▶ WORK INSTRUCTIONS:
Print the entries verbatim, leaving out the images they contain.

——

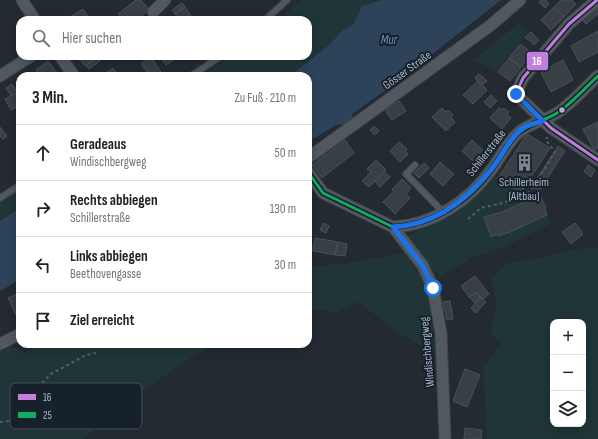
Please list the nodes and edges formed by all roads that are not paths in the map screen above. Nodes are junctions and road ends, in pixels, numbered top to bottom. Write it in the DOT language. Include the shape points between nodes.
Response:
graph roads {
  1 [pos="22,0"];
  2 [pos="165,0"];
  3 [pos="287,0"];
  4 [pos="520,0"];
  5 [pos="597,0"];
  6 [pos="153,12"];
  7 [pos="33,16"];
  8 [pos="269,16"];
  9 [pos="25,60"];
  10 [pos="63,60"];
  11 [pos="215,60"];
  12 [pos="71,72"];
  13 [pos="196,72"];
  14 [pos="0,76"];
  15 [pos="598,76"];
  16 [pos="547,124"];
  17 [pos="312,155"];
  18 [pos="598,160"];
  19 [pos="415,165"];
  20 [pos="312,178"];
  21 [pos="16,188"];
  22 [pos="0,198"];
  23 [pos="444,212"];
  24 [pos="393,227"];
  25 [pos="16,336"];
  26 [pos="0,344"];
  27 [pos="446,439"];
  1 -- 7 [label="street"];
  2 -- 6 [label="street"];
  3 -- 8 [label="lane"];
  4 -- 17 [label="street, Gösser Straße" via="491,25"];
  5 -- 16 [label="street" via="569,24 523,78 516,94"];
  9 -- 14 [label="street"];
  10 -- 12 [label="street"];
  11 -- 13 [label="lane"];
  15 -- 16 [label="street, Schillerstraße"];
  16 -- 18 [label="street"];
  16 -- 23 [label="street, Schillerstraße" via="526,127 517,134 475,188"];
  19 -- 23 [label="lane" via="406,174"];
  20 -- 24 [label="street" via="323,193"];
  21 -- 22 [label="lane"];
  23 -- 24 [label="street, Schillerstraße" via="424,222"];
  24 -- 27 [label="street, Windischbergweg" via="423,266 433,288 441,333"];
  25 -- 26 [label="street"];
}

——

▶ COMPLETED TASK:
Please list the nodes and edges formed by all roads that are not paths in the map screen above. Nodes are junctions and road ends, in pixels, numbered top to bottom. Write it in the DOT language. Include the shape points between nodes.
Response:
graph roads {
  1 [pos="22,0"];
  2 [pos="165,0"];
  3 [pos="287,0"];
  4 [pos="520,0"];
  5 [pos="597,0"];
  6 [pos="153,12"];
  7 [pos="33,16"];
  8 [pos="269,16"];
  9 [pos="25,60"];
  10 [pos="63,60"];
  11 [pos="215,60"];
  12 [pos="71,72"];
  13 [pos="196,72"];
  14 [pos="0,76"];
  15 [pos="598,76"];
  16 [pos="547,124"];
  17 [pos="312,155"];
  18 [pos="598,160"];
  19 [pos="415,165"];
  20 [pos="312,178"];
  21 [pos="16,188"];
  22 [pos="0,198"];
  23 [pos="444,212"];
  24 [pos="393,227"];
  25 [pos="16,336"];
  26 [pos="0,344"];
  27 [pos="446,439"];
  1 -- 7 [label="street"];
  2 -- 6 [label="street"];
  3 -- 8 [label="lane"];
  4 -- 17 [label="street, Gösser Straße" via="491,25"];
  5 -- 16 [label="street" via="569,24 523,78 516,94"];
  9 -- 14 [label="street"];
  10 -- 12 [label="street"];
  11 -- 13 [label="lane"];
  15 -- 16 [label="street, Schillerstraße"];
  16 -- 18 [label="street"];
  16 -- 23 [label="street, Schillerstraße" via="526,127 517,134 475,188"];
  19 -- 23 [label="lane" via="406,174"];
  20 -- 24 [label="street" via="323,193"];
  21 -- 22 [label="lane"];
  23 -- 24 [label="street, Schillerstraße" via="424,222"];
  24 -- 27 [label="street, Windischbergweg" via="423,266 433,288 441,333"];
  25 -- 26 [label="street"];
}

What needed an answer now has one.